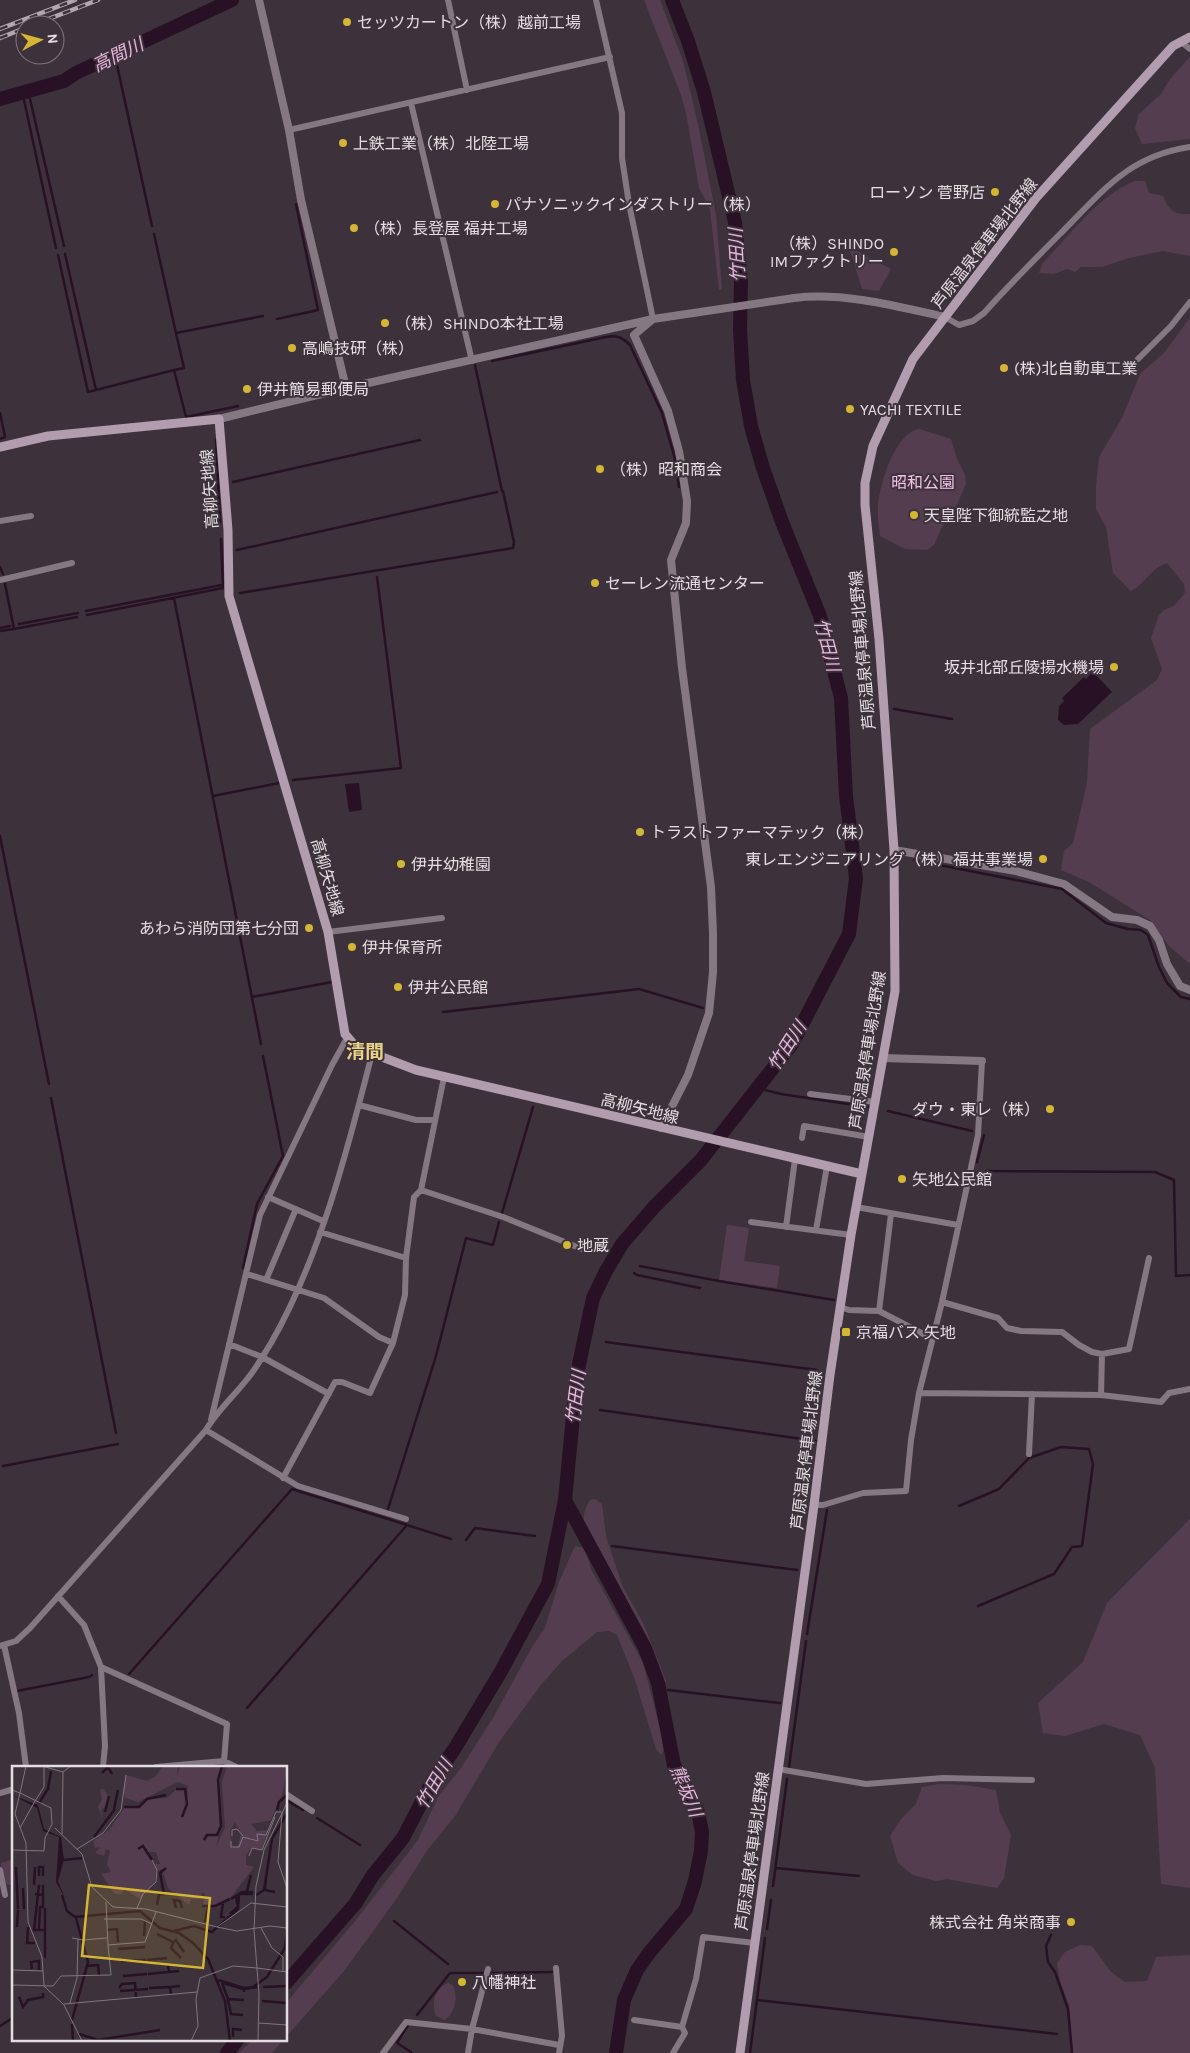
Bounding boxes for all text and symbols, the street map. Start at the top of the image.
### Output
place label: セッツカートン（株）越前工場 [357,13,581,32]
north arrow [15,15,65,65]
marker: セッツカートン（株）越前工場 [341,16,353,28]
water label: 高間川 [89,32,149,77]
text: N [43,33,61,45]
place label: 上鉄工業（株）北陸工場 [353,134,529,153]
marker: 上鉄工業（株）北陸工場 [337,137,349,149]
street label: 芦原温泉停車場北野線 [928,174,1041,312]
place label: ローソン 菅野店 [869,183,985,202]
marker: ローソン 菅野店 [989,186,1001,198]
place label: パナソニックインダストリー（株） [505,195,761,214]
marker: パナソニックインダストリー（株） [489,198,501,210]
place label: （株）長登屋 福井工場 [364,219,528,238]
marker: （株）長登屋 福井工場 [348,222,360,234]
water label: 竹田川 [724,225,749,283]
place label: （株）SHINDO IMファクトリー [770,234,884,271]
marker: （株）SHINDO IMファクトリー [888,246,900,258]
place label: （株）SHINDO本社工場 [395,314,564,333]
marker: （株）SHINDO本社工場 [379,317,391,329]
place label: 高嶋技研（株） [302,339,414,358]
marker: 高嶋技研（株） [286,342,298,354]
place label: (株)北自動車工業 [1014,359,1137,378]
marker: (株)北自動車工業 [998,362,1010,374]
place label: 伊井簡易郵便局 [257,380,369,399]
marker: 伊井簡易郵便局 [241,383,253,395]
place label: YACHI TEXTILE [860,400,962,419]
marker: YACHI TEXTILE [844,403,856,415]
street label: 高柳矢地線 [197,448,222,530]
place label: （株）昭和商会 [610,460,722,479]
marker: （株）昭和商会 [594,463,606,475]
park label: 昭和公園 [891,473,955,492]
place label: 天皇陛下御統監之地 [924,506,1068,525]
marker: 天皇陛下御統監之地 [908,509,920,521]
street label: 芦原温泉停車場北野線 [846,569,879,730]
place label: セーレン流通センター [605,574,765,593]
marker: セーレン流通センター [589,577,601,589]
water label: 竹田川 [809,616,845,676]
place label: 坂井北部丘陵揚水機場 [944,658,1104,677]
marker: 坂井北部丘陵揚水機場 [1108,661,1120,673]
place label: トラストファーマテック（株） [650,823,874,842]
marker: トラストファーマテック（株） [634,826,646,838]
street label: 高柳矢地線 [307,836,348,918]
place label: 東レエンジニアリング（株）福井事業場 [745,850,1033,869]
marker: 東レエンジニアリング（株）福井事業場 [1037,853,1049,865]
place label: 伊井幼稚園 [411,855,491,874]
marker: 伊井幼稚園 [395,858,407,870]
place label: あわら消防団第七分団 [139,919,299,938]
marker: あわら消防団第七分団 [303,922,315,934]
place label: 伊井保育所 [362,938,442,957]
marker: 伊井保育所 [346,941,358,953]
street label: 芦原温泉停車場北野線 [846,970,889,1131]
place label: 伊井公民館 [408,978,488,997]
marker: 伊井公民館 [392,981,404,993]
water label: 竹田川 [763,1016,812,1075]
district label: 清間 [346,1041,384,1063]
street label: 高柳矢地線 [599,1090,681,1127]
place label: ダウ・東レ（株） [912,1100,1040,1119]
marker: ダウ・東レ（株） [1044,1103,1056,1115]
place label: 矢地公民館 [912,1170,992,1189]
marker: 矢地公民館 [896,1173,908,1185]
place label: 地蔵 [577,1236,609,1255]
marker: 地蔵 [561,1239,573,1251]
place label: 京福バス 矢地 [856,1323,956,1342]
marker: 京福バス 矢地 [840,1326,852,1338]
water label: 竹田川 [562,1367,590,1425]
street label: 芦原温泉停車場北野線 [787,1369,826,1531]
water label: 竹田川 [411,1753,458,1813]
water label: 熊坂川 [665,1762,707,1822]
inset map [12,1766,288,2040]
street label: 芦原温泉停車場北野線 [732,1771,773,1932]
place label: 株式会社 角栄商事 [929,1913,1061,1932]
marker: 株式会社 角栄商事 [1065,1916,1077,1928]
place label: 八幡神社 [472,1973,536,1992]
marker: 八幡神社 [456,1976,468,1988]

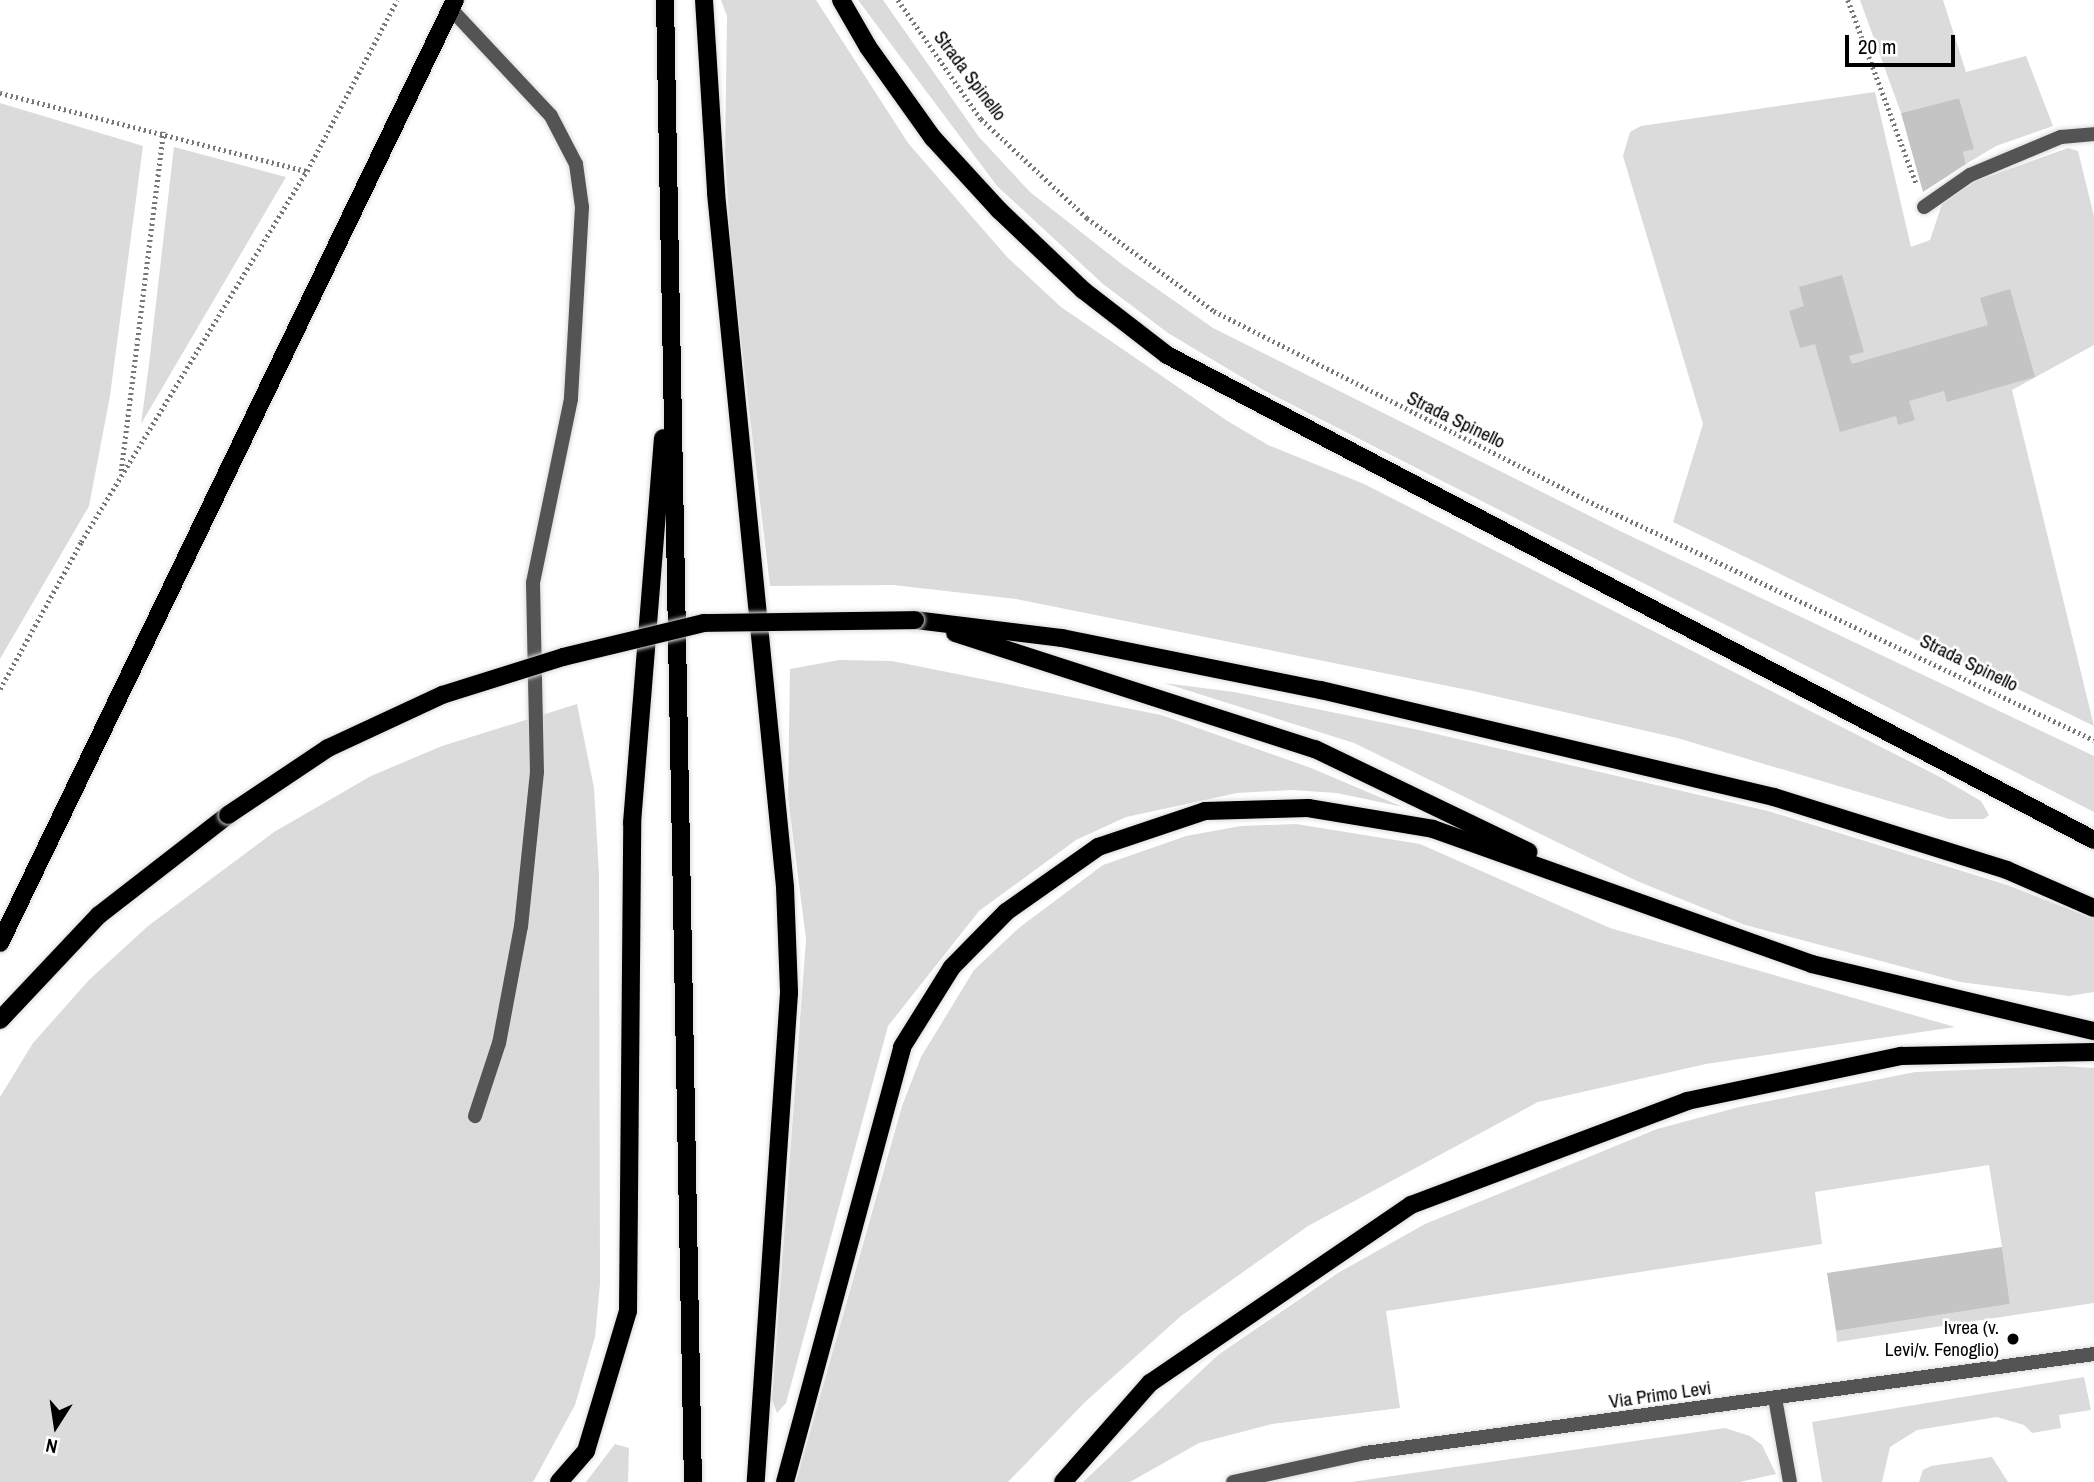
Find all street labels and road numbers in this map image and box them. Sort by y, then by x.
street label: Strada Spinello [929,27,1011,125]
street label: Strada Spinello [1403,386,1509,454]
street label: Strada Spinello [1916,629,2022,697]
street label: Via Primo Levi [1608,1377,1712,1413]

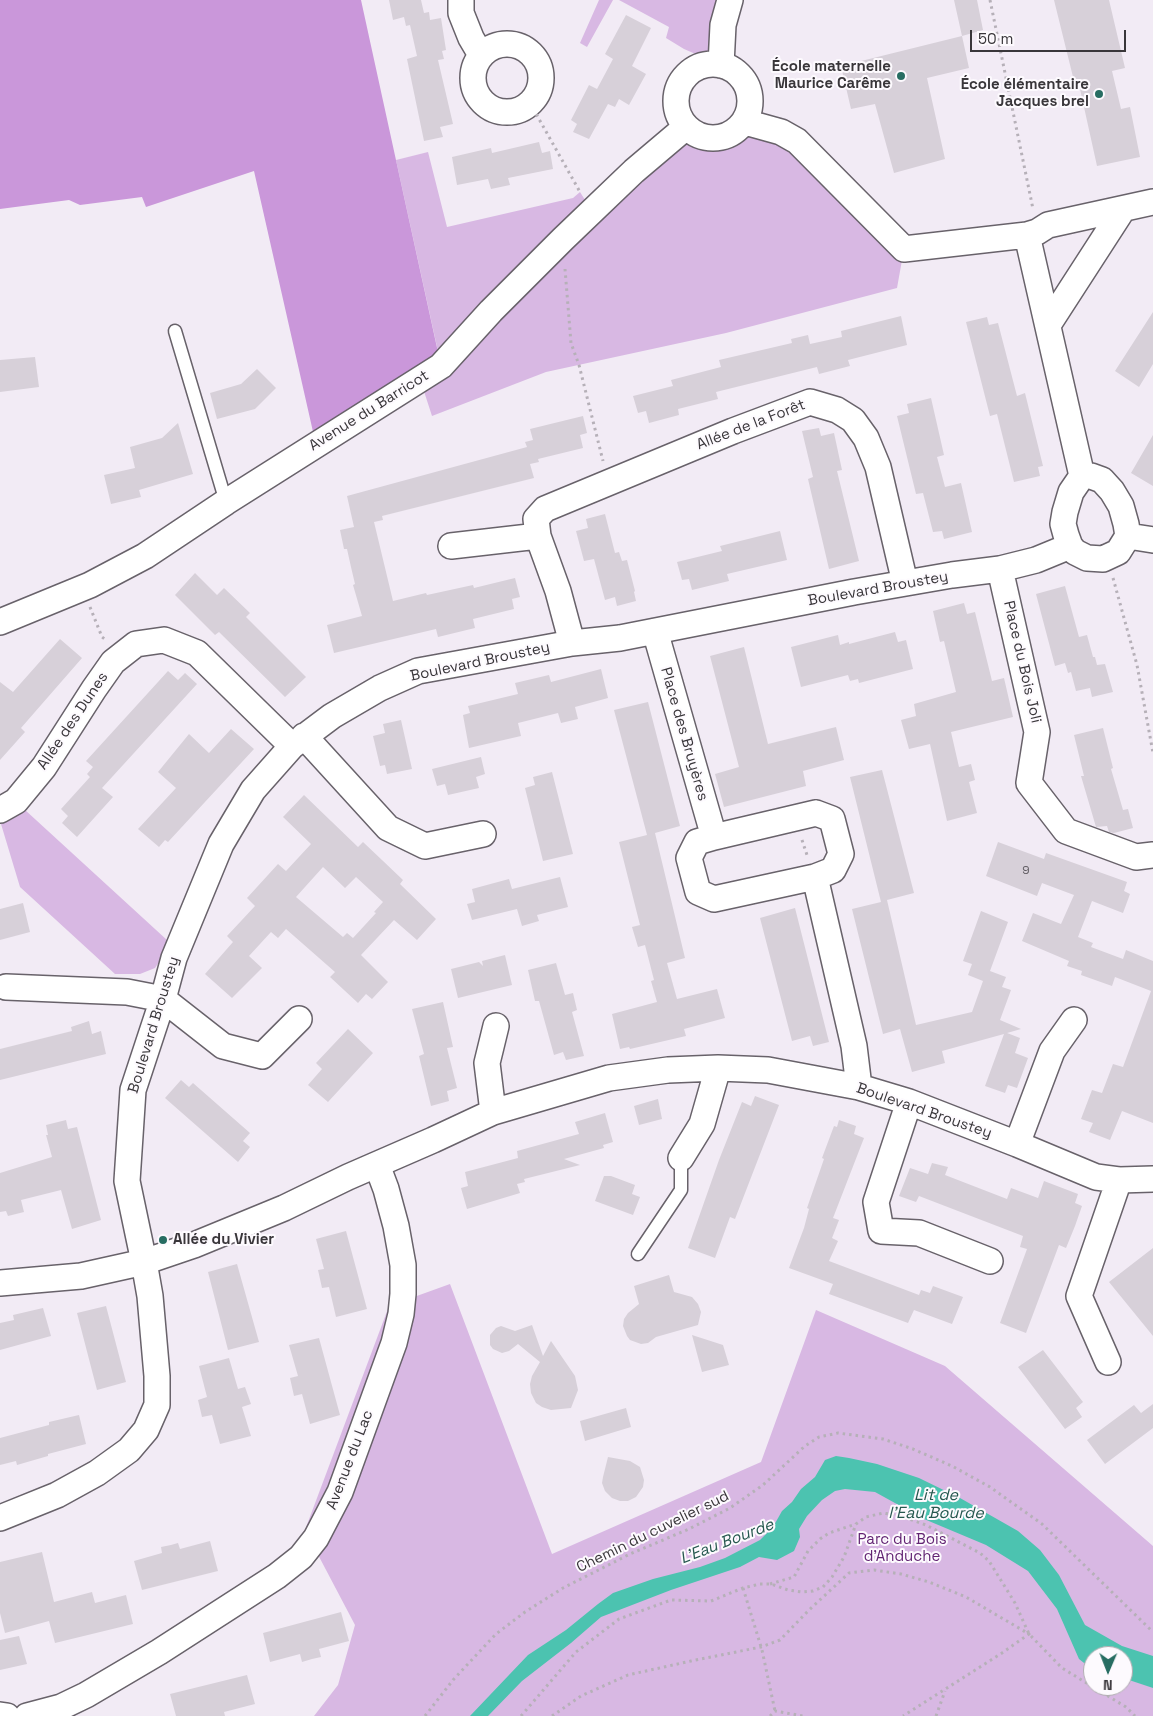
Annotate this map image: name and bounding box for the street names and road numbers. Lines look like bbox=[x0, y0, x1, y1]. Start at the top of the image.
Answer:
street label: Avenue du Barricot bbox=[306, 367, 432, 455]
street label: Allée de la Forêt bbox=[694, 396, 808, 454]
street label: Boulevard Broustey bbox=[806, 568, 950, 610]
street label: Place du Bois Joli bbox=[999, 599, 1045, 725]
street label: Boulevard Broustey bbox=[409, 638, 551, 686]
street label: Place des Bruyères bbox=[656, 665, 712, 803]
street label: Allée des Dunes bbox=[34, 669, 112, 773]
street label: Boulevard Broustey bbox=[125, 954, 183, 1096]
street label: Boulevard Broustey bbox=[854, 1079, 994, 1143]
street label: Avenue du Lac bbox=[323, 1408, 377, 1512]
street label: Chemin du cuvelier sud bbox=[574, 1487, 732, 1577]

===

> _Instructions for the task_
Reproduce exactly and only the lines from the one with "Find all street" through the final line of the records above, inclusive. Pictures must be left out.

> _Answer to this problem_
Find all street labels and road numbers in this map image and box them. Sort by y, then by x.
street label: Strada Spinello [929,27,1011,125]
street label: Strada Spinello [1403,386,1509,454]
street label: Strada Spinello [1916,629,2022,697]
street label: Via Primo Levi [1608,1377,1712,1413]

Annotate this map image: name and bounding box for the street names and road numbers. Lines look like bbox=[x0, y0, x1, y1]. Start at the top of the image.
Answer:
street label: Avenue du Barricot bbox=[306, 367, 432, 455]
street label: Allée de la Forêt bbox=[694, 396, 808, 454]
street label: Boulevard Broustey bbox=[806, 568, 950, 610]
street label: Place du Bois Joli bbox=[999, 599, 1045, 725]
street label: Boulevard Broustey bbox=[409, 638, 551, 686]
street label: Place des Bruyères bbox=[656, 665, 712, 803]
street label: Allée des Dunes bbox=[34, 669, 112, 773]
street label: Boulevard Broustey bbox=[125, 954, 183, 1096]
street label: Boulevard Broustey bbox=[854, 1079, 994, 1143]
street label: Avenue du Lac bbox=[323, 1408, 377, 1512]
street label: Chemin du cuvelier sud bbox=[574, 1487, 732, 1577]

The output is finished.